Data to process START

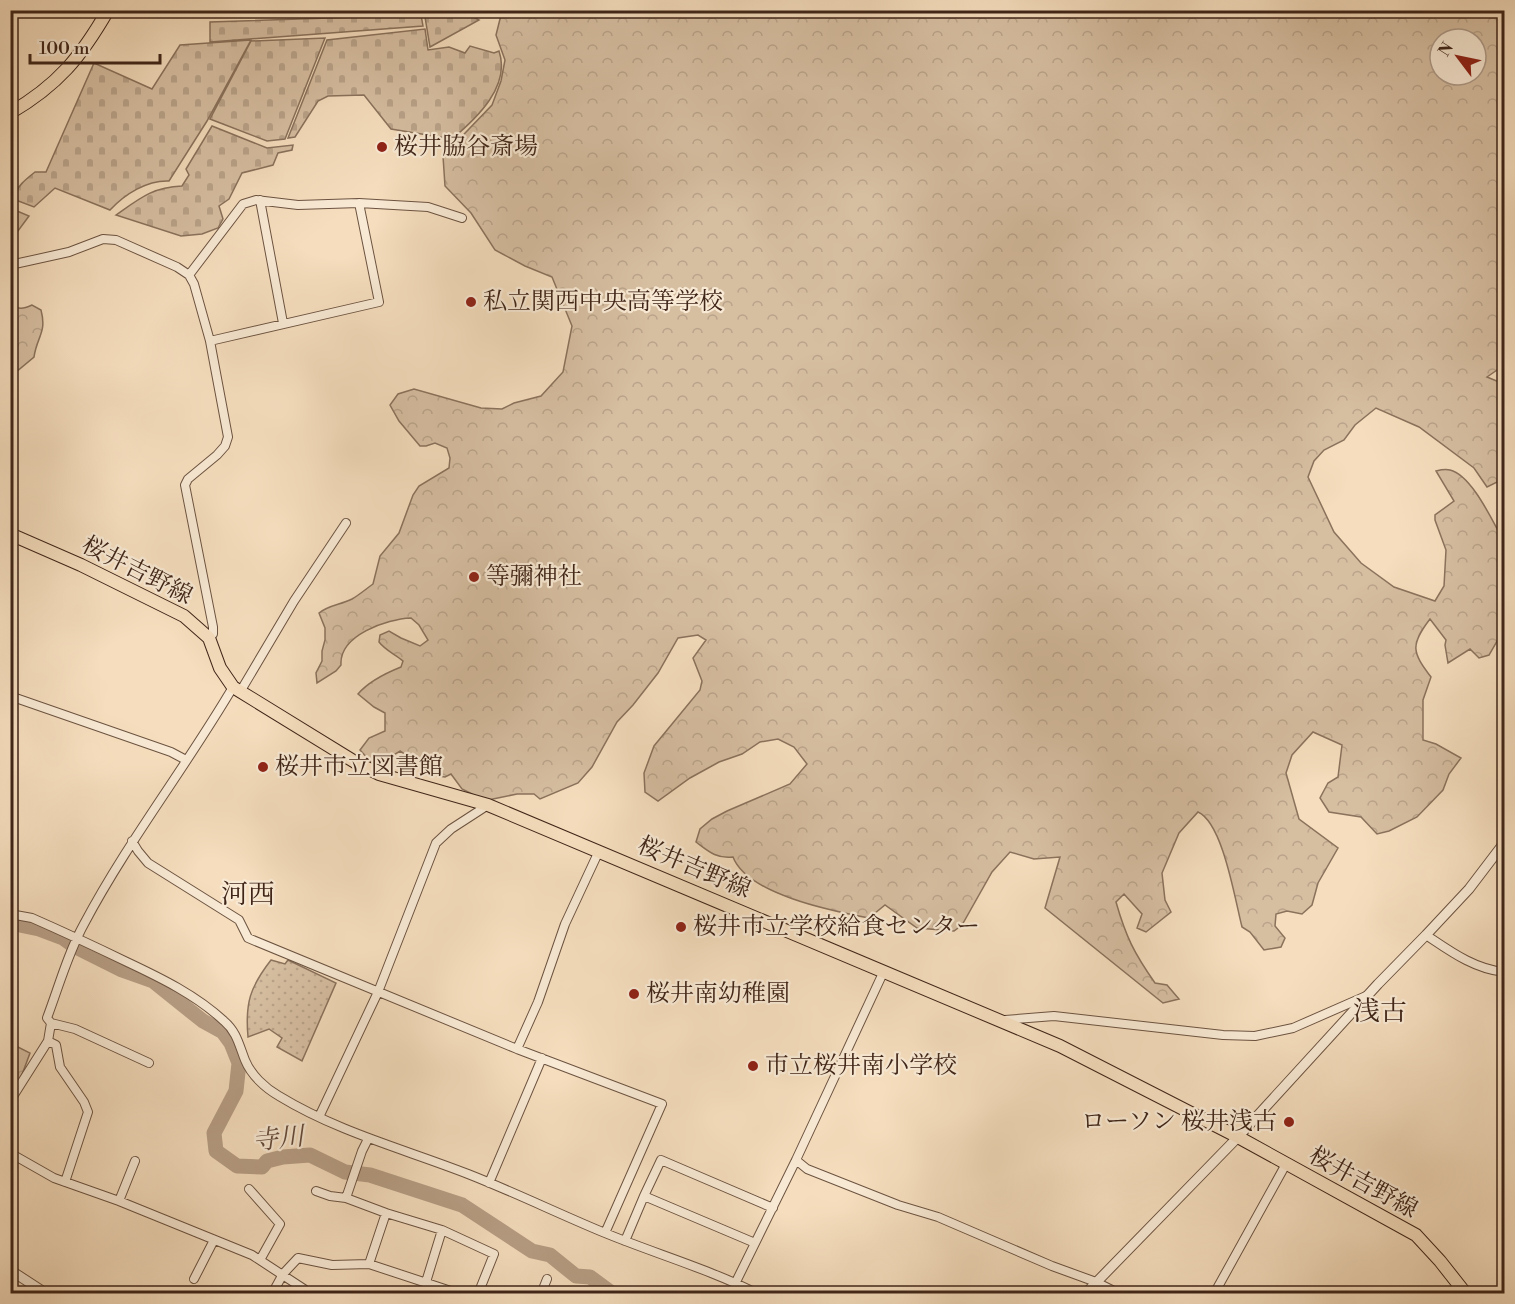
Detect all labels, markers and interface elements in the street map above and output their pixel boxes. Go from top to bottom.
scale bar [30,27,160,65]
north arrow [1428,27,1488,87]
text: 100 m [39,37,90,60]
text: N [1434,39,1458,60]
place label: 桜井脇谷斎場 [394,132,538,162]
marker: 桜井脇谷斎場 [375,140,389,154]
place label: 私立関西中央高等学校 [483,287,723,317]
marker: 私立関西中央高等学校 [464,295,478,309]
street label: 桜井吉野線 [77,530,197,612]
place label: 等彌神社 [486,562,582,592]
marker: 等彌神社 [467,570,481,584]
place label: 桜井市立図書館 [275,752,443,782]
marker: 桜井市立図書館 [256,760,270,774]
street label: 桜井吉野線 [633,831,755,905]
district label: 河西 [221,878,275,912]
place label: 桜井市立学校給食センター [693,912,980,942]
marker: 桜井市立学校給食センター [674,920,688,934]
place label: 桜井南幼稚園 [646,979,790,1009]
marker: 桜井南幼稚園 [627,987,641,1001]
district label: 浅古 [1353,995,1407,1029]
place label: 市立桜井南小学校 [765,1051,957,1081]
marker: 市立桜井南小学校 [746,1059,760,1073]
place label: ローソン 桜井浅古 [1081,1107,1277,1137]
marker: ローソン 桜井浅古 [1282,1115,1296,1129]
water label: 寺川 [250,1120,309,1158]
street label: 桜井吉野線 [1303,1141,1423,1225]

Data to process END

__Work order__: Every line above should be repeated exactly; pictures stay out of the copy.

__Your solution__:
Detect all labels, markers and interface elements in the street map above and output their pixel boxes. Go from top to bottom.
scale bar [30,27,160,65]
north arrow [1428,27,1488,87]
text: 100 m [39,37,90,60]
text: N [1434,39,1458,60]
place label: 桜井脇谷斎場 [394,132,538,162]
marker: 桜井脇谷斎場 [375,140,389,154]
place label: 私立関西中央高等学校 [483,287,723,317]
marker: 私立関西中央高等学校 [464,295,478,309]
street label: 桜井吉野線 [77,530,197,612]
place label: 等彌神社 [486,562,582,592]
marker: 等彌神社 [467,570,481,584]
place label: 桜井市立図書館 [275,752,443,782]
marker: 桜井市立図書館 [256,760,270,774]
street label: 桜井吉野線 [633,831,755,905]
district label: 河西 [221,878,275,912]
place label: 桜井市立学校給食センター [693,912,980,942]
marker: 桜井市立学校給食センター [674,920,688,934]
place label: 桜井南幼稚園 [646,979,790,1009]
marker: 桜井南幼稚園 [627,987,641,1001]
district label: 浅古 [1353,995,1407,1029]
place label: 市立桜井南小学校 [765,1051,957,1081]
marker: 市立桜井南小学校 [746,1059,760,1073]
place label: ローソン 桜井浅古 [1081,1107,1277,1137]
marker: ローソン 桜井浅古 [1282,1115,1296,1129]
water label: 寺川 [250,1120,309,1158]
street label: 桜井吉野線 [1303,1141,1423,1225]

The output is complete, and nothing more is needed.